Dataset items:

"""

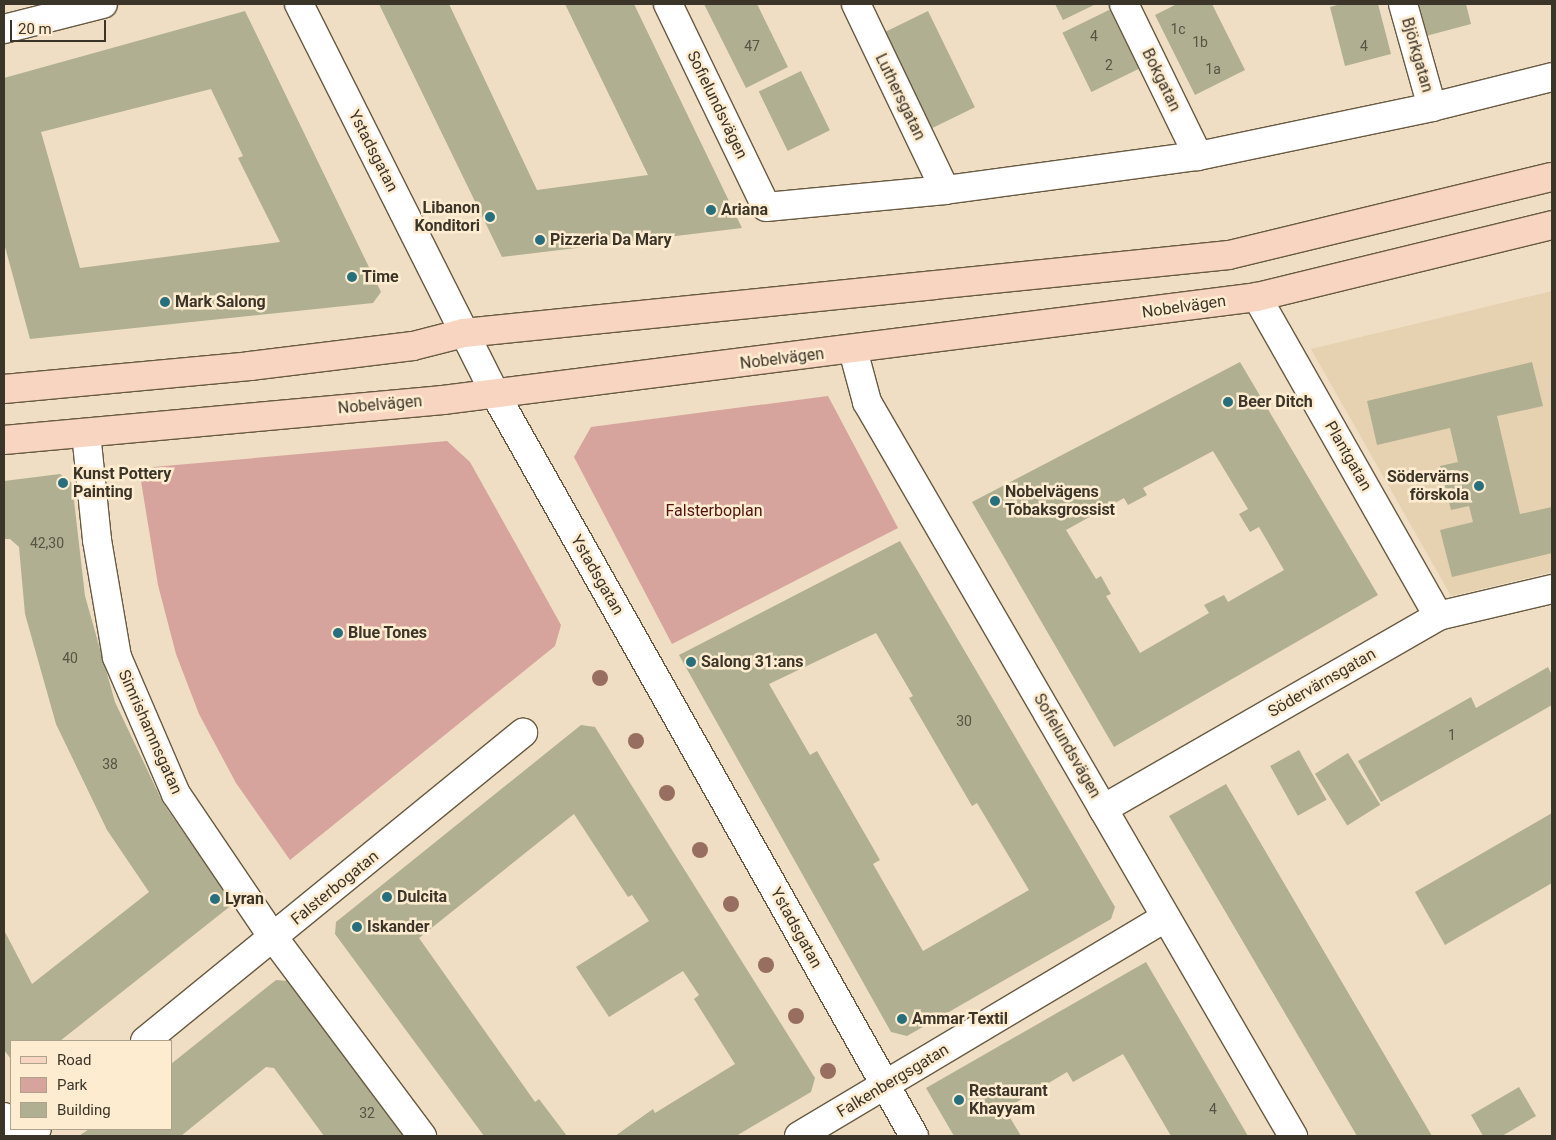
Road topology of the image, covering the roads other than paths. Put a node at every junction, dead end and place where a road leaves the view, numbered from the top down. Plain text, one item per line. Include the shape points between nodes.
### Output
1 (102, 4) edge
2 (299, 4) edge
3 (668, 4) edge
4 (856, 4) edge
5 (1124, 4) edge
6 (1403, 4) edge
7 (4, 29) edge
8 (1552, 77) edge
9 (1432, 107) junction
10 (1198, 156) junction
11 (1552, 177) edge
12 (945, 190) junction
13 (1552, 225) edge
14 (1258, 297) junction
15 (464, 333) junction
16 (853, 350) junction
17 (4, 389) edge
18 (494, 392) junction
19 (86, 433) junction
20 (4, 440) edge
21 (1552, 589) edge
22 (1438, 616) junction
23 (523, 733) dead end
24 (1103, 809) junction
25 (1166, 917) junction
26 (273, 937) junction
27 (146, 1040) edge
28 (886, 1085) junction
29 (422, 1136) edge
30 (800, 1136) edge
31 (914, 1136) edge
32 (1293, 1136) edge

1 - 7 street
2 - 15 street, Ystadsgatan
3 - 12 street, Sofielundsvägen via 766,207
4 - 12 street, Luthersgatan
5 - 10 street, Bokgatan
6 - 9 street, Björkgatan
8 - 9 street
9 - 10 street
10 - 12 street
11 - 15 main road via 1229,254
13 - 14 main road, Nobelvägen
14 - 16 main road, Nobelvägen
14 - 22 street, Plantgatan
15 - 17 main road via 413,346 250,366
15 - 18 street, Ystadsgatan
16 - 18 main road, Nobelvägen
16 - 24 street, Sofielundsvägen via 867,402
18 - 19 main road, Nobelvägen via 443,400
18 - 28 street, Ystadsgatan
19 - 20 main road, Nobelvägen
19 - 26 street, Simrishamnsgatan via 97,540 117,657 176,794
21 - 22 street, Södervärnsgatan
22 - 24 street, Södervärnsgatan
23 - 26 street, Falsterbogatan
24 - 25 street, Sofielundsvägen
25 - 28 street, Falkenbergsgatan
25 - 32 street, Sofielundsvägen
26 - 27 street, Falsterbogatan
26 - 29 street, Simrishamnsgatan
28 - 30 street, Falkenbergsgatan
28 - 31 street, Ystadsgatan

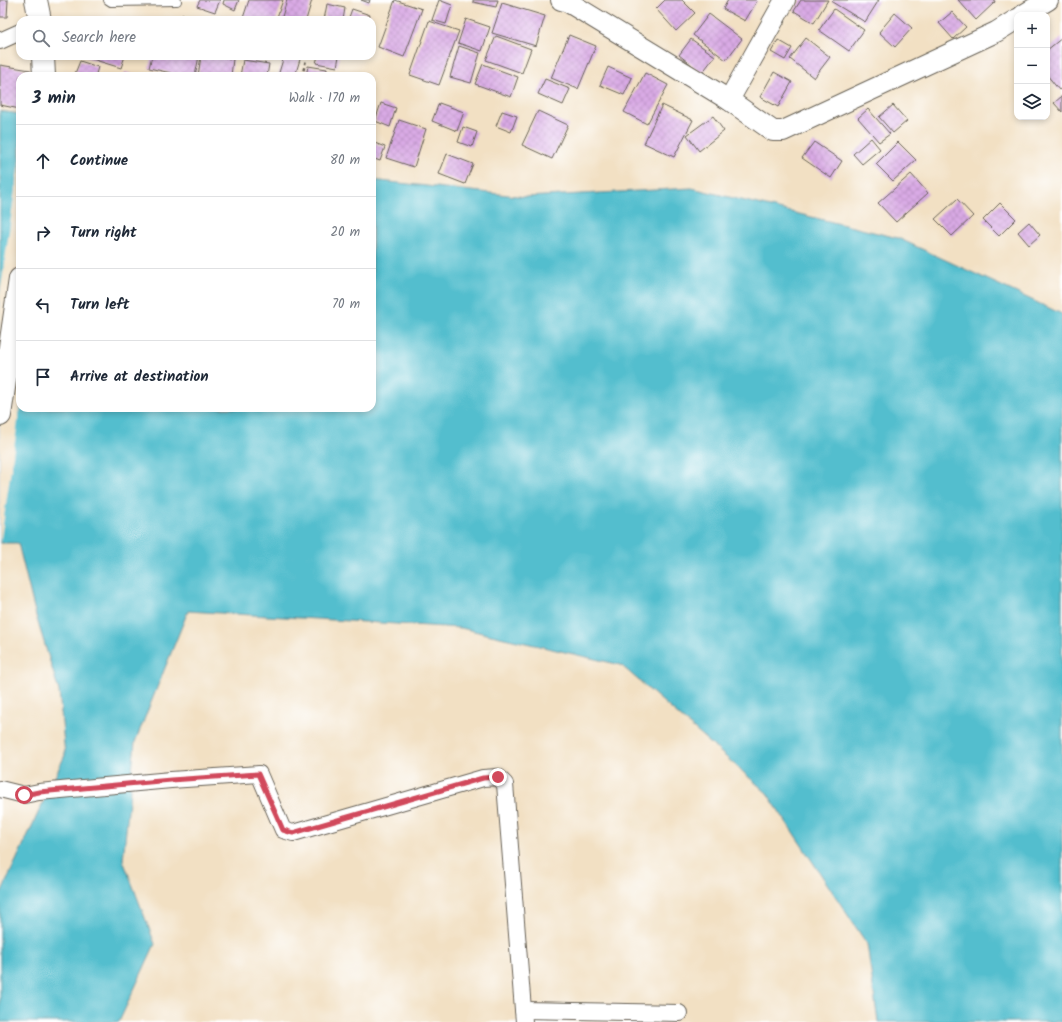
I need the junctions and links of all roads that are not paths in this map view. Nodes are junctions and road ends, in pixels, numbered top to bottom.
1 (36, 0) edge
2 (108, 0) edge
3 (561, 0) edge
4 (785, 0) edge
5 (1048, 0) edge
6 (177, 1) edge
7 (1028, 12) edge
8 (39, 16) edge
9 (1014, 21) edge
10 (16, 34) edge
11 (0, 41) edge
12 (43, 60) edge
13 (44, 72) edge
14 (729, 100) junction
15 (16, 306) edge
16 (0, 415) edge
17 (0, 789) edge
18 (679, 1013) dead end
19 (523, 1016) edge

1 - 8 main road
2 - 6 lane
3 - 14 street
4 - 14 street
5 - 7 street
9 - 14 street
10 - 11 street
12 - 13 main road
15 - 16 main road
17 - 19 street
18 - 19 street

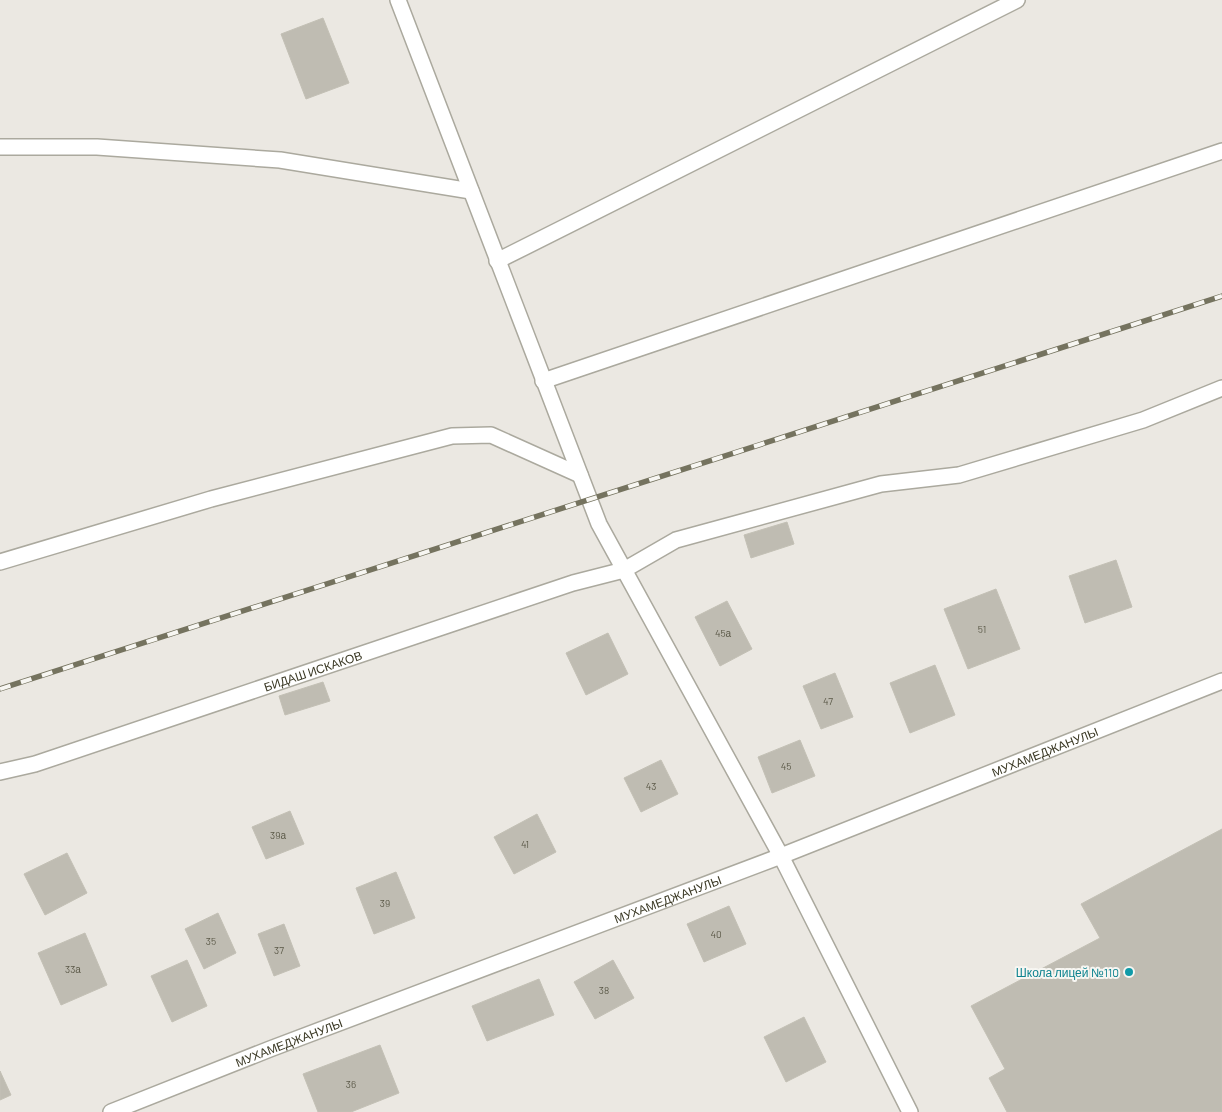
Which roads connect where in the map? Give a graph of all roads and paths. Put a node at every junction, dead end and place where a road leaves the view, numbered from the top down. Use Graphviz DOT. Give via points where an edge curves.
graph roads {
  1 [pos="398,0"];
  2 [pos="1017,0"];
  3 [pos="0,147"];
  4 [pos="1222,151"];
  5 [pos="471,191"];
  6 [pos="498,261"];
  7 [pos="544,381"];
  8 [pos="1222,388"];
  9 [pos="580,476"];
  10 [pos="0,562"];
  11 [pos="624,570"];
  12 [pos="1222,681"];
  13 [pos="0,772"];
  14 [pos="781,856"];
  15 [pos="111,1112"];
  16 [pos="910,1112"];
  1 -- 5 [label="street"];
  2 -- 6 [label="street"];
  3 -- 5 [label="street" via="97,147 280,160"];
  4 -- 7 [label="street"];
  5 -- 6 [label="street"];
  6 -- 7 [label="street"];
  7 -- 9 [label="street"];
  8 -- 11 [label="street, БИДАШ ИСКАКОВ" via="1143,420 960,475 881,484 676,540"];
  9 -- 10 [label="street" via="491,435 452,436 211,499"];
  9 -- 11 [label="street" via="599,524"];
  11 -- 13 [label="street, БИДАШ ИСКАКОВ" via="563,586 35,764"];
  11 -- 14 [label="street"];
  12 -- 14 [label="street, МУХАМЕДЖАНУЛЫ"];
  14 -- 15 [label="street, МУХАМЕДЖАНУЛЫ"];
  14 -- 16 [label="street"];
}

"""

=== Task to complete ===
Return all the entries word for word, but omit any pictures they contain.

=== The answer ===
Road topology of the image, covering the roads other than paths. Put a node at every junction, dead end and place where a road leaves the view, numbered from the top down. Plain text, one item per line. Include the shape points between nodes.
### Output
1 (102, 4) edge
2 (299, 4) edge
3 (668, 4) edge
4 (856, 4) edge
5 (1124, 4) edge
6 (1403, 4) edge
7 (4, 29) edge
8 (1552, 77) edge
9 (1432, 107) junction
10 (1198, 156) junction
11 (1552, 177) edge
12 (945, 190) junction
13 (1552, 225) edge
14 (1258, 297) junction
15 (464, 333) junction
16 (853, 350) junction
17 (4, 389) edge
18 (494, 392) junction
19 (86, 433) junction
20 (4, 440) edge
21 (1552, 589) edge
22 (1438, 616) junction
23 (523, 733) dead end
24 (1103, 809) junction
25 (1166, 917) junction
26 (273, 937) junction
27 (146, 1040) edge
28 (886, 1085) junction
29 (422, 1136) edge
30 (800, 1136) edge
31 (914, 1136) edge
32 (1293, 1136) edge

1 - 7 street
2 - 15 street, Ystadsgatan
3 - 12 street, Sofielundsvägen via 766,207
4 - 12 street, Luthersgatan
5 - 10 street, Bokgatan
6 - 9 street, Björkgatan
8 - 9 street
9 - 10 street
10 - 12 street
11 - 15 main road via 1229,254
13 - 14 main road, Nobelvägen
14 - 16 main road, Nobelvägen
14 - 22 street, Plantgatan
15 - 17 main road via 413,346 250,366
15 - 18 street, Ystadsgatan
16 - 18 main road, Nobelvägen
16 - 24 street, Sofielundsvägen via 867,402
18 - 19 main road, Nobelvägen via 443,400
18 - 28 street, Ystadsgatan
19 - 20 main road, Nobelvägen
19 - 26 street, Simrishamnsgatan via 97,540 117,657 176,794
21 - 22 street, Södervärnsgatan
22 - 24 street, Södervärnsgatan
23 - 26 street, Falsterbogatan
24 - 25 street, Sofielundsvägen
25 - 28 street, Falkenbergsgatan
25 - 32 street, Sofielundsvägen
26 - 27 street, Falsterbogatan
26 - 29 street, Simrishamnsgatan
28 - 30 street, Falkenbergsgatan
28 - 31 street, Ystadsgatan

I need the junctions and links of all roads that are not paths in this map view. Nodes are junctions and road ends, in pixels, numbered top to bottom.
1 (36, 0) edge
2 (108, 0) edge
3 (561, 0) edge
4 (785, 0) edge
5 (1048, 0) edge
6 (177, 1) edge
7 (1028, 12) edge
8 (39, 16) edge
9 (1014, 21) edge
10 (16, 34) edge
11 (0, 41) edge
12 (43, 60) edge
13 (44, 72) edge
14 (729, 100) junction
15 (16, 306) edge
16 (0, 415) edge
17 (0, 789) edge
18 (679, 1013) dead end
19 (523, 1016) edge

1 - 8 main road
2 - 6 lane
3 - 14 street
4 - 14 street
5 - 7 street
9 - 14 street
10 - 11 street
12 - 13 main road
15 - 16 main road
17 - 19 street
18 - 19 street

Which roads connect where in the map? Give a graph of all roads and paths. Put a node at every junction, dead end and place where a road leaves the view, numbered from the top down. Use Graphviz DOT. Give via points where an edge curves.
graph roads {
  1 [pos="398,0"];
  2 [pos="1017,0"];
  3 [pos="0,147"];
  4 [pos="1222,151"];
  5 [pos="471,191"];
  6 [pos="498,261"];
  7 [pos="544,381"];
  8 [pos="1222,388"];
  9 [pos="580,476"];
  10 [pos="0,562"];
  11 [pos="624,570"];
  12 [pos="1222,681"];
  13 [pos="0,772"];
  14 [pos="781,856"];
  15 [pos="111,1112"];
  16 [pos="910,1112"];
  1 -- 5 [label="street"];
  2 -- 6 [label="street"];
  3 -- 5 [label="street" via="97,147 280,160"];
  4 -- 7 [label="street"];
  5 -- 6 [label="street"];
  6 -- 7 [label="street"];
  7 -- 9 [label="street"];
  8 -- 11 [label="street, БИДАШ ИСКАКОВ" via="1143,420 960,475 881,484 676,540"];
  9 -- 10 [label="street" via="491,435 452,436 211,499"];
  9 -- 11 [label="street" via="599,524"];
  11 -- 13 [label="street, БИДАШ ИСКАКОВ" via="563,586 35,764"];
  11 -- 14 [label="street"];
  12 -- 14 [label="street, МУХАМЕДЖАНУЛЫ"];
  14 -- 15 [label="street, МУХАМЕДЖАНУЛЫ"];
  14 -- 16 [label="street"];
}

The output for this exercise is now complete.